Dominick Cruz believes TJ Dillashaw’s beef against Team Alpha Male will be costly in facing Cody Garbrandt.
On July 8th at UFC 213, Cody Garbrandt will be defending his bantamweight title for the first time, against former champion TJ Dillashaw. Observing from the sidelines is another former title-holder Dominick Cruz, who will likely face the winner of the fight.
The much-publicized rift between Dillashaw and Team Alpha Male has made it easy to create a narrative leading up to fight night, and the tension-filled episodes of TUF 25 are already drawing interest. But according to Cruz, Dillashaw’s beef with his former team could be mentally draining, which in turn, could be his downfall when he faces Garbrandt.
“I think stylistically, TJ has the technique and the tools to beat a guy like Cody,” Cruz said on Monday’s edition of The MMA Hour (via MMA Fighting). “He kicks fluently, he mixes his punches and kicks. Cody has the edge in the power in the pocket, but TJ can make up the pocket work with kicks, movement, and angles, and he’s kicking a little bit more than I did against Cody, so I think that will play to his advantage.”

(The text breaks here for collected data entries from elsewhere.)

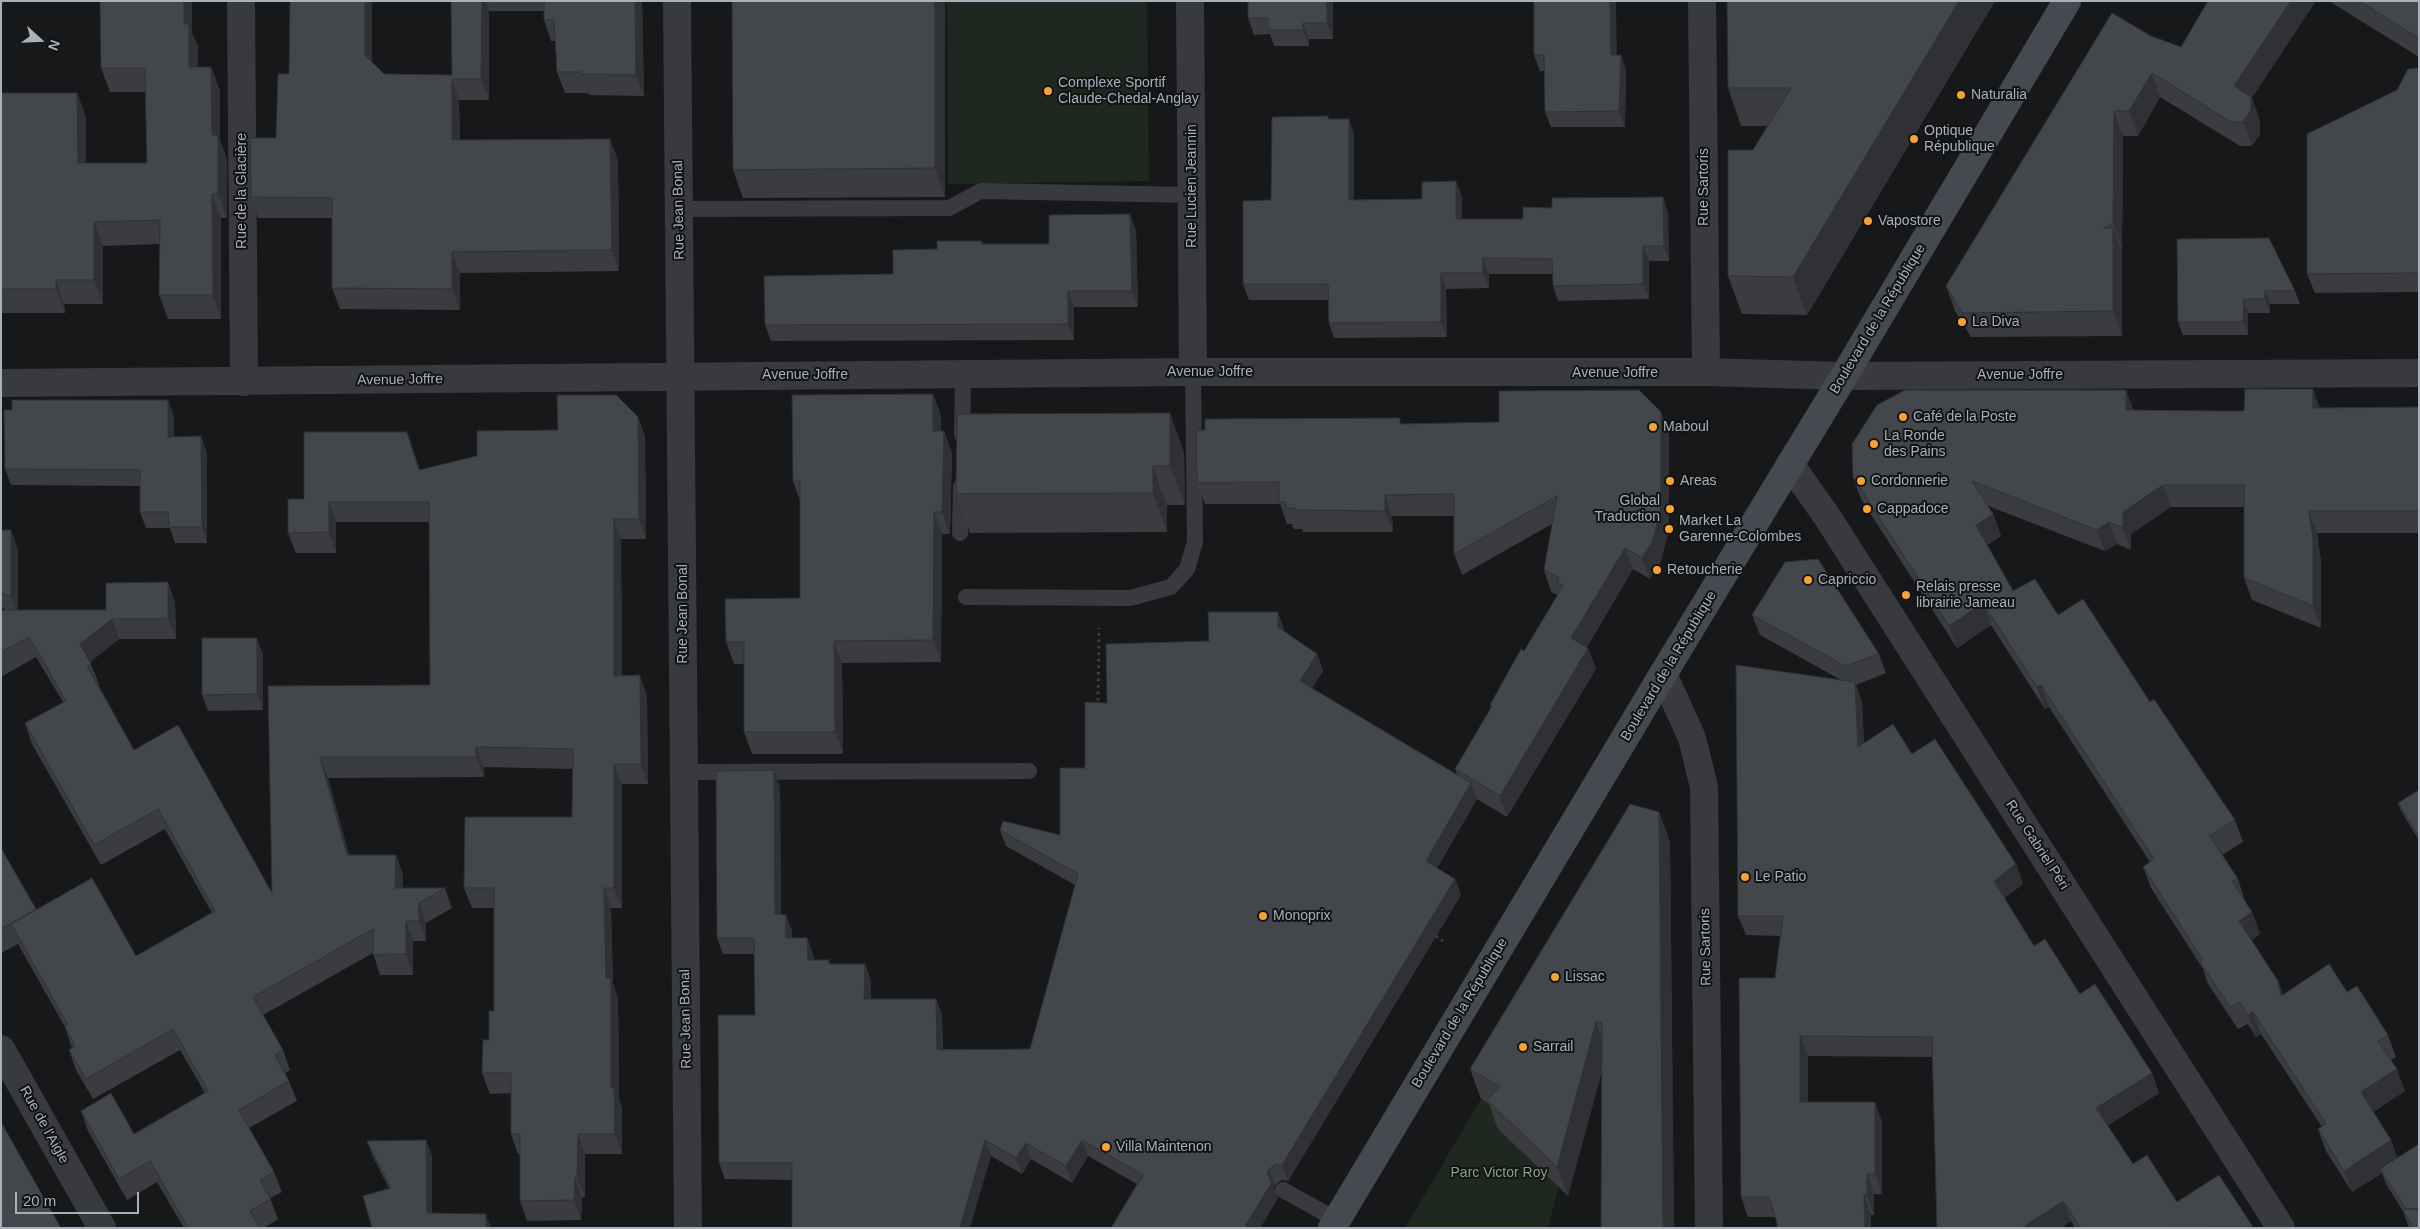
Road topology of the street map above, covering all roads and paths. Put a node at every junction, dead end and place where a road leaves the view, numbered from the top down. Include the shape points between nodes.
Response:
1 (241, 1) edge
2 (677, 1) edge
3 (1190, 1) edge
4 (1702, 1) edge
5 (2067, 1) edge
6 (1192, 195) junction
7 (679, 209) junction
8 (1193, 372) junction
9 (1706, 372) junction
10 (2419, 373) edge
11 (963, 374) junction
12 (681, 376) junction
13 (1844, 376) junction
14 (244, 382) junction
15 (1, 383) edge
16 (961, 454) edge
17 (1790, 464) junction
18 (961, 474) edge
19 (960, 533) edge
20 (966, 596) dead end
21 (1099, 597) junction
22 (1663, 674) junction
23 (1098, 709) edge
24 (1029, 771) dead end
25 (684, 772) junction
26 (1436, 936) dead end
27 (1443, 940) dead end
28 (1, 1049) edge
29 (1283, 1190) dead end
30 (1334, 1224) edge
31 (102, 1228) edge
32 (688, 1228) edge
33 (1709, 1228) edge
34 (2281, 1228) edge

1 - 14 street, Rue de la Glacière
2 - 7 street, Rue Jean Bonal
3 - 6 street, Rue Lucien Jeannin
4 - 9 street, Rue Sartoris
5 - 13 main road, Boulevard de la République
6 - 7 lane via 981,191 949,208
6 - 8 street, Rue Lucien Jeannin
7 - 12 street, Rue Jean Bonal
8 - 9 street, Avenue Joffre
8 - 11 street, Avenue Joffre
8 - 21 lane via 1195,542 1187,569 1171,587 1130,598
9 - 13 street, Avenue Joffre
10 - 13 street, Avenue Joffre
11 - 12 street, Avenue Joffre
11 - 16 lane
12 - 14 street, Avenue Joffre
12 - 25 street, Rue Jean Bonal
13 - 17 main road, Boulevard de la République
14 - 15 street, Avenue Joffre
17 - 22 main road, Boulevard de la République
17 - 34 street, Rue Gabriel Péri via 1828,518
18 - 19 lane
20 - 21 lane
21 - 23 path
22 - 30 main road, Boulevard de la République
22 - 33 street, Rue Sartoris via 1692,738 1704,787
24 - 25 lane
25 - 32 street, Rue Jean Bonal
26 - 27 path
28 - 31 street, Rue de l'Aigle
29 - 30 lane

“But as for the mental game, I think the fact that TJ is facing that whole camp, not just Cody Garbrandt, I think that’s really wearing on TJ. I think it’s going to keep wearing on him. I think the mental is what gets him beat against Cody.”
Dillashaw left Team Alpha Male to train full-time with Duane Ludwig in Colorado. This move had drawn the ire of his ex-teammates, calling him out for being a “snake in the grass” as Conor McGregor had previously put it. But for Cruz, the whole disarray should be blamed on the team’s founder, Urijah Faber.
“It hurt his ego that his guy would go somewhere else and train with somebody that TJ thinks is better than Faber, and it hurt him that Ludwig was getting all this shine while he was at Faber’s camp, because that’s Faber’s camp. So that all being said, TJ isn’t just fighting Cody,” Cruz said. “He’s fighting that entire camp. He’s fighting Danny Castillo. He’s fighting Faber. He’s fighting Cody. He’s fighting all his old coaches. He’s fighting all his old friends and family members.”
“I think that mental strain and the loneliness that he’s feeling on that show and over this period of time is wearing on him, and I think that the mental aspects of that are what gets him beat against Cody, not the technical aspects that TJ has.”